* **Provided material**:

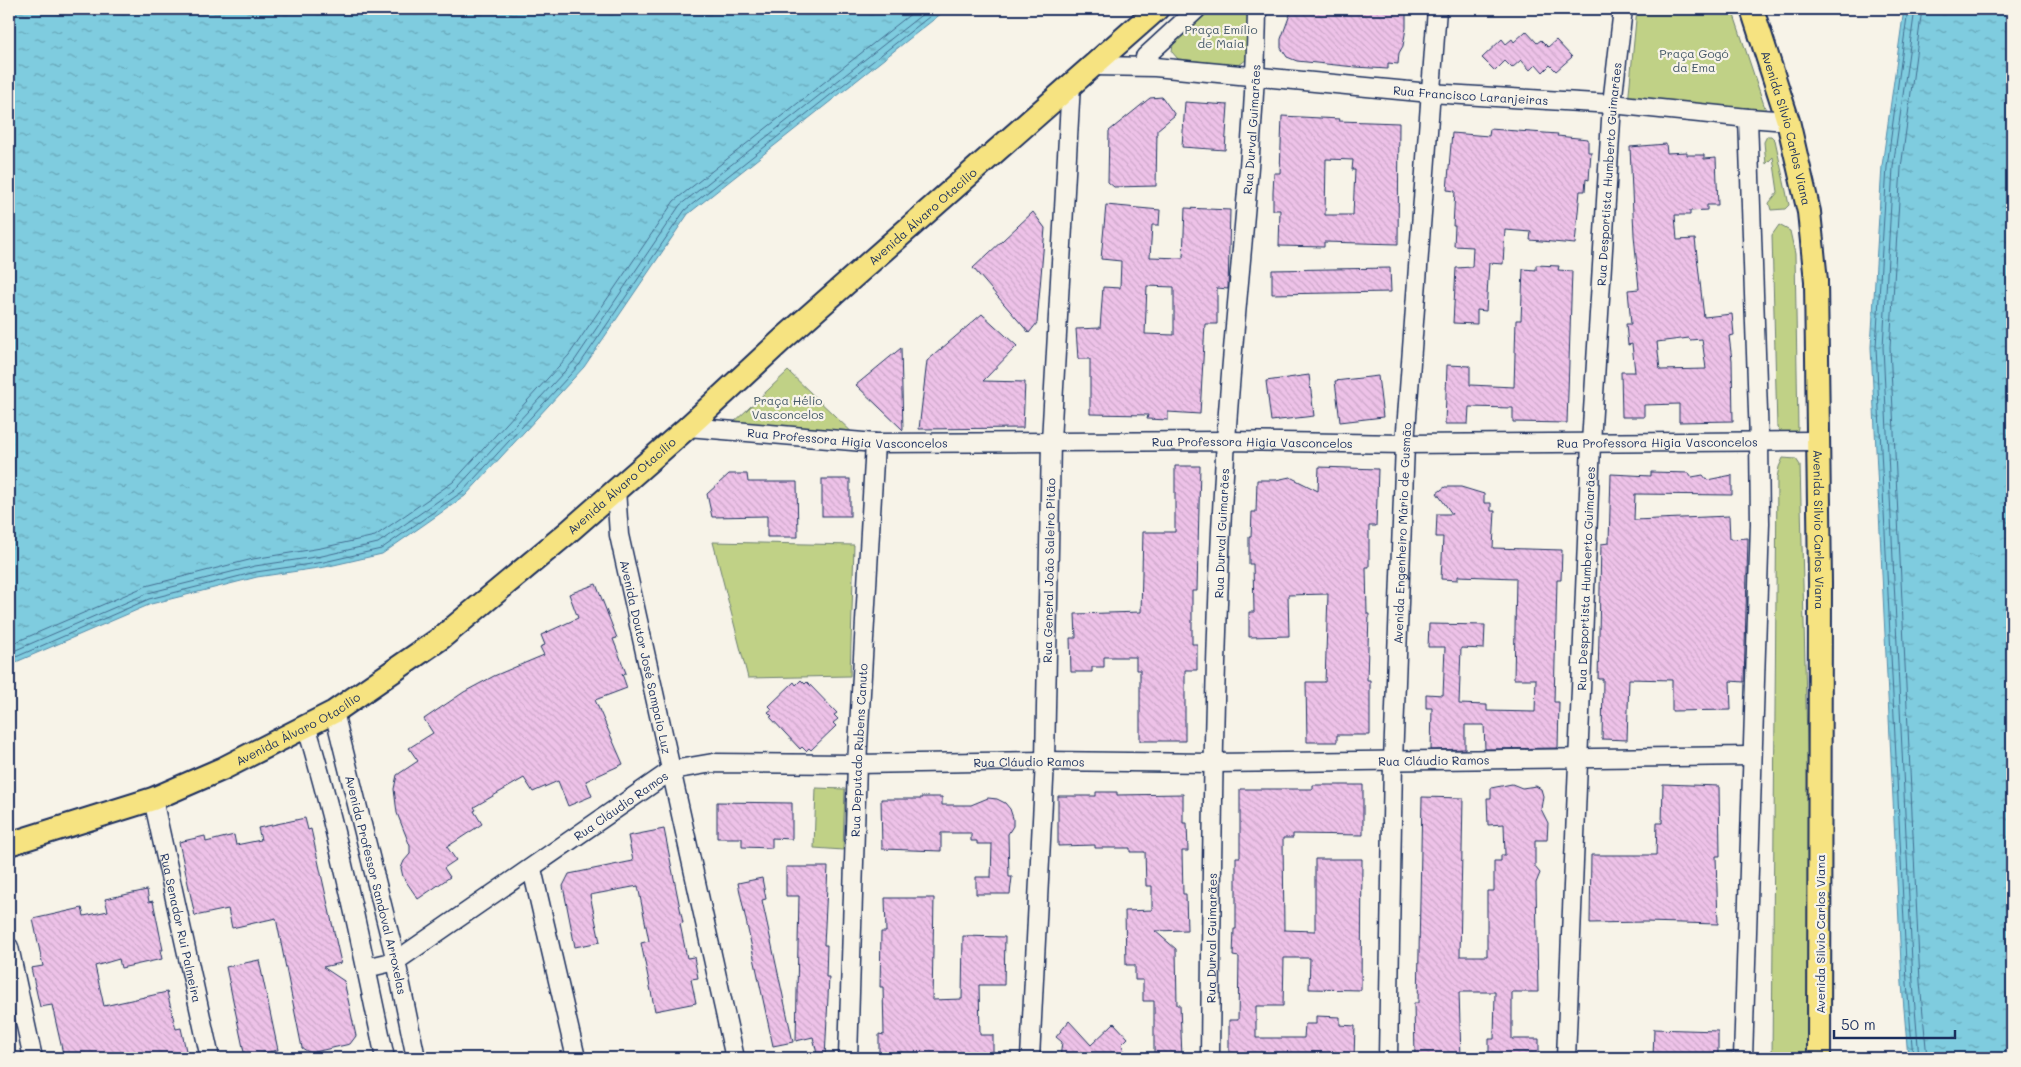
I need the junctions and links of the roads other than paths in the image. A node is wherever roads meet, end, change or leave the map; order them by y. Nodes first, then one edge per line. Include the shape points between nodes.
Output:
1 (1157, 9) edge
2 (1197, 9) edge
3 (1257, 9) edge
4 (1437, 9) edge
5 (1623, 9) edge
6 (1752, 9) edge
7 (1137, 28) junction
8 (1150, 62) junction
9 (1092, 66) junction
10 (1256, 76) junction
11 (1071, 84) junction
12 (1430, 93) junction
13 (1612, 104) junction
14 (1748, 118) junction
15 (1788, 121) junction
16 (688, 427) junction
17 (1051, 441) junction
18 (1226, 441) junction
19 (1759, 441) junction
20 (1818, 441) junction
21 (875, 443) junction
22 (1591, 443) junction
23 (1405, 444) junction
24 (616, 489) junction
25 (334, 712) junction
26 (307, 728) junction
27 (1752, 756) junction
28 (346, 759) junction
29 (1579, 759) junction
30 (1045, 761) junction
31 (1393, 761) junction
32 (1212, 763) junction
33 (857, 764) junction
34 (319, 767) junction
35 (672, 770) junction
36 (153, 799) junction
37 (9, 844) edge
38 (532, 868) junction
39 (9, 947) edge
40 (396, 961) junction
41 (366, 968) junction
42 (33, 1058) edge
43 (210, 1058) edge
44 (385, 1058) edge
45 (416, 1058) edge
46 (576, 1058) edge
47 (735, 1058) edge
48 (848, 1058) edge
49 (1030, 1058) edge
50 (1210, 1058) edge
51 (1388, 1058) edge
52 (1566, 1058) edge
53 (1743, 1058) edge
54 (1819, 1058) edge

1 - 7 main road, Avenida Álvaro Otacílio
2 - 8 street
3 - 10 street, Rua Durval Guimarães
4 - 12 street, Avenida Engenheiro Mário de Gusmão
5 - 13 street, Rua Desportista Humberto Guimarães
6 - 15 main road, Avenida Silvio Carlos Viana
7 - 8 street
7 - 9 main road, Avenida Álvaro Otacílio
8 - 9 street, Rua Francisco Laranjeiras
8 - 10 street, Rua Francisco Laranjeiras
9 - 11 main road, Avenida Álvaro Otacílio
10 - 12 street, Rua Francisco Laranjeiras
10 - 18 street, Rua Durval Guimarães
11 - 16 main road, Avenida Álvaro Otacílio
11 - 17 street, Rua General João Saleiro Pitão
12 - 13 street, Rua Francisco Laranjeiras
12 - 23 street, Avenida Engenheiro Mário de Gusmão
13 - 14 street, Rua Francisco Laranjeiras
13 - 22 street, Rua Desportista Humberto Guimarães
14 - 15 street, Rua Francisco Laranjeiras
14 - 19 street
15 - 20 main road, Avenida Silvio Carlos Viana via 1809,212 1816,281
16 - 21 street, Rua Professora Higia Vasconcelos
16 - 24 main road, Avenida Álvaro Otacílio
17 - 18 street, Rua Professora Higia Vasconcelos
17 - 21 street, Rua Professora Higia Vasconcelos
17 - 30 street, Rua General João Saleiro Pitão
18 - 23 street, Rua Professora Higia Vasconcelos
18 - 32 street, Rua Durval Guimarães
19 - 20 street, Rua Professora Higia Vasconcelos
19 - 22 street, Rua Professora Higia Vasconcelos
19 - 27 street via 1760,523
20 - 54 main road, Avenida Silvio Carlos Viana
21 - 33 street, Rua Deputado Rubens Canuto
22 - 23 street, Rua Professora Higia Vasconcelos
22 - 29 street, Rua Desportista Humberto Guimarães
23 - 31 street, Avenida Engenheiro Mário de Gusmão
24 - 25 main road, Avenida Álvaro Otacílio via 441,638
24 - 35 street, Avenida Doutor José Sampaio Luz via 619,535
25 - 26 main road, Avenida Álvaro Otacílio
25 - 28 street, Avenida Professor Sandoval Arroxelas
26 - 34 street
26 - 36 main road, Avenida Álvaro Otacílio
27 - 29 street, Rua Cláudio Ramos
27 - 53 street
28 - 34 street
28 - 40 street, Avenida Professor Sandoval Arroxelas
29 - 31 street, Rua Cláudio Ramos
29 - 52 street, Rua Desportista Humberto Guimarães
30 - 32 street, Rua Cláudio Ramos
30 - 33 street, Rua Cláudio Ramos
30 - 49 street, Rua General João Saleiro Pitão
31 - 32 street, Rua Cláudio Ramos
31 - 51 street, Avenida Engenheiro Mário de Gusmão
32 - 50 street, Rua Durval Guimarães
33 - 35 street, Rua Cláudio Ramos via 713,763
33 - 48 street, Rua Deputado Rubens Canuto
34 - 41 street
35 - 38 street, Rua Cláudio Ramos
35 - 47 street, Avenida Doutor José Sampaio Luz
36 - 37 main road, Avenida Álvaro Otacílio
36 - 43 street, Rua Senador Rui Palmeira
38 - 40 street, Rua Cláudio Ramos
38 - 46 street
39 - 42 street
40 - 41 street, Rua Cláudio Ramos
40 - 45 street, Avenida Professor Sandoval Arroxelas
41 - 44 street

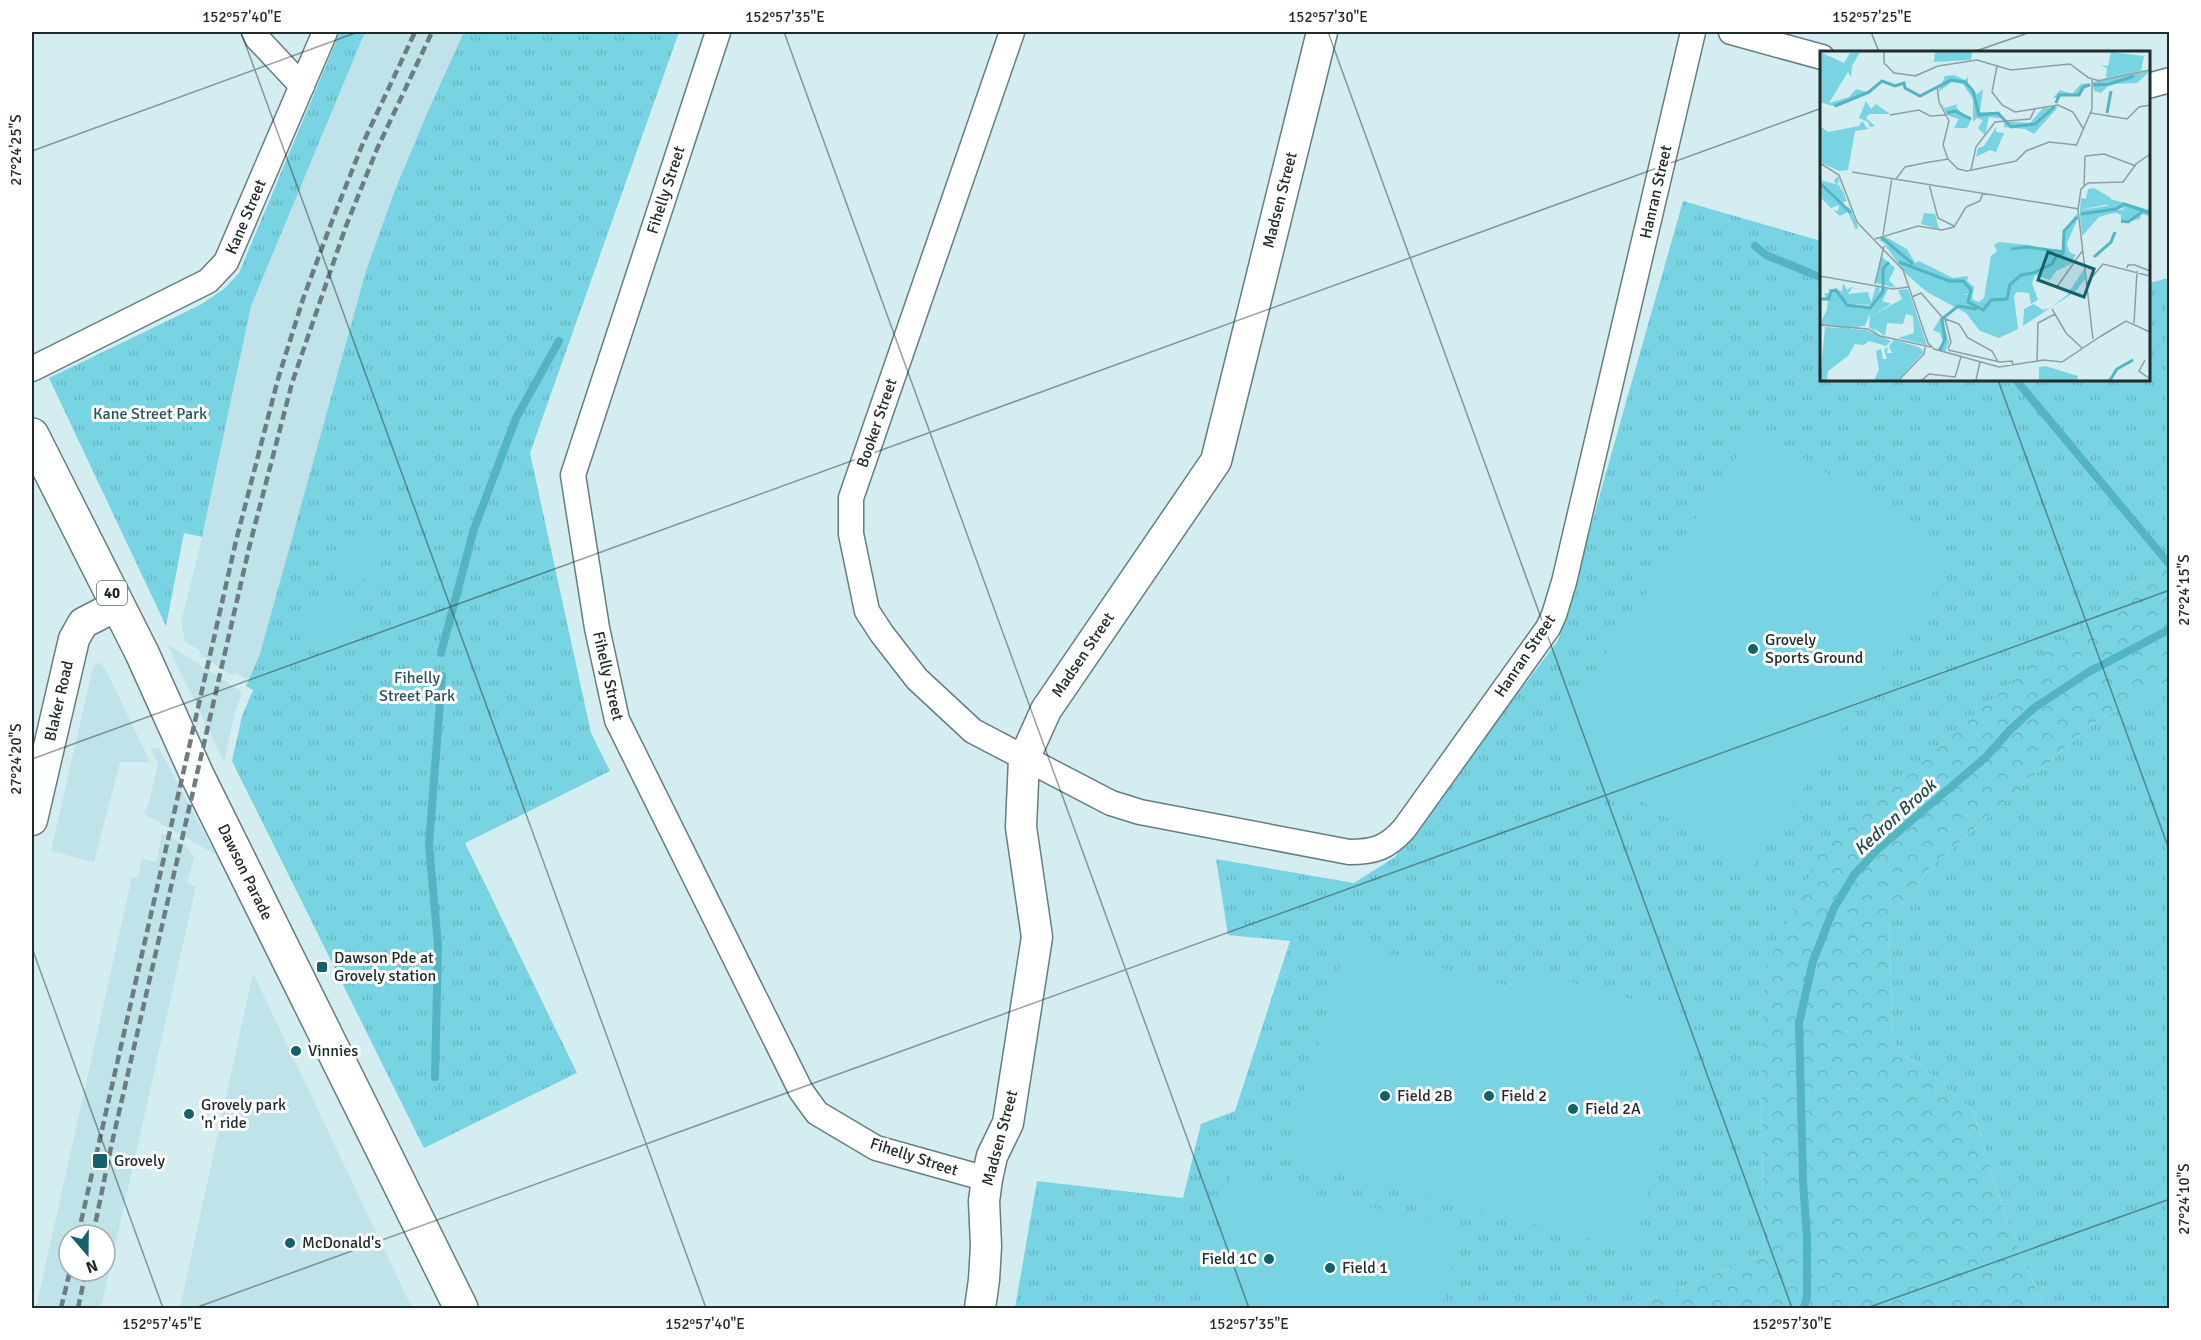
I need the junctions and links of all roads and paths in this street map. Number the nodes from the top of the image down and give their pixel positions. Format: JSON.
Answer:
{"nodes":[{"id":1,"x":254,"y":32,"type":"edge"},
{"id":2,"x":325,"y":32,"type":"edge"},
{"id":3,"x":718,"y":32,"type":"edge"},
{"id":4,"x":1012,"y":32,"type":"edge"},
{"id":5,"x":1322,"y":32,"type":"edge"},
{"id":6,"x":1693,"y":32,"type":"edge"},
{"id":7,"x":1731,"y":32,"type":"edge"},
{"id":8,"x":1820,"y":57,"type":"edge"},
{"id":9,"x":2169,"y":80,"type":"edge"},
{"id":10,"x":302,"y":86,"type":"junction"},
{"id":11,"x":2150,"y":86,"type":"edge"},
{"id":12,"x":32,"y":369,"type":"edge"},
{"id":13,"x":32,"y":435,"type":"edge"},
{"id":14,"x":118,"y":605,"type":"junction"},
{"id":15,"x":1024,"y":759,"type":"junction"},
{"id":16,"x":33,"y":810,"type":"edge"},
{"id":17,"x":987,"y":1179,"type":"junction"},
{"id":18,"x":461,"y":1308,"type":"edge"},
{"id":19,"x":980,"y":1308,"type":"edge"}],
"edges":[{"from":1,"to":10,"type":"street"},
{"from":2,"to":10,"type":"street","name":"Kane Street"},
{"from":3,"to":17,"type":"street","name":"Fihelly Street"},
{"from":4,"to":15,"type":"street","name":"Booker Street"},
{"from":5,"to":15,"type":"street","name":"Madsen Street"},
{"from":6,"to":15,"type":"street","name":"Hanran Street"},
{"from":7,"to":8,"type":"street"},
{"from":9,"to":11,"type":"street"},
{"from":10,"to":12,"type":"street","name":"Kane Street"},
{"from":13,"to":14,"type":"main road","name":"Dawson Parade","number":"40"},
{"from":14,"to":16,"type":"street","name":"Blaker Road"},
{"from":14,"to":18,"type":"main road","name":"Dawson Parade","number":"40"},
{"from":15,"to":17,"type":"street","name":"Madsen Street"},
{"from":17,"to":19,"type":"street","name":"Madsen Street"}]}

* **What you need to do**: The line containing "I need the junctions and links of all" begins the span, and the last line of the records above ends it. Return that span exactly, and nothing outside it.

* **Result of the exercise**:
I need the junctions and links of all roads and paths in this street map. Number the nodes from the top of the image down and give their pixel positions. Format: JSON.
Answer:
{"nodes":[{"id":1,"x":254,"y":32,"type":"edge"},
{"id":2,"x":325,"y":32,"type":"edge"},
{"id":3,"x":718,"y":32,"type":"edge"},
{"id":4,"x":1012,"y":32,"type":"edge"},
{"id":5,"x":1322,"y":32,"type":"edge"},
{"id":6,"x":1693,"y":32,"type":"edge"},
{"id":7,"x":1731,"y":32,"type":"edge"},
{"id":8,"x":1820,"y":57,"type":"edge"},
{"id":9,"x":2169,"y":80,"type":"edge"},
{"id":10,"x":302,"y":86,"type":"junction"},
{"id":11,"x":2150,"y":86,"type":"edge"},
{"id":12,"x":32,"y":369,"type":"edge"},
{"id":13,"x":32,"y":435,"type":"edge"},
{"id":14,"x":118,"y":605,"type":"junction"},
{"id":15,"x":1024,"y":759,"type":"junction"},
{"id":16,"x":33,"y":810,"type":"edge"},
{"id":17,"x":987,"y":1179,"type":"junction"},
{"id":18,"x":461,"y":1308,"type":"edge"},
{"id":19,"x":980,"y":1308,"type":"edge"}],
"edges":[{"from":1,"to":10,"type":"street"},
{"from":2,"to":10,"type":"street","name":"Kane Street"},
{"from":3,"to":17,"type":"street","name":"Fihelly Street"},
{"from":4,"to":15,"type":"street","name":"Booker Street"},
{"from":5,"to":15,"type":"street","name":"Madsen Street"},
{"from":6,"to":15,"type":"street","name":"Hanran Street"},
{"from":7,"to":8,"type":"street"},
{"from":9,"to":11,"type":"street"},
{"from":10,"to":12,"type":"street","name":"Kane Street"},
{"from":13,"to":14,"type":"main road","name":"Dawson Parade","number":"40"},
{"from":14,"to":16,"type":"street","name":"Blaker Road"},
{"from":14,"to":18,"type":"main road","name":"Dawson Parade","number":"40"},
{"from":15,"to":17,"type":"street","name":"Madsen Street"},
{"from":17,"to":19,"type":"street","name":"Madsen Street"}]}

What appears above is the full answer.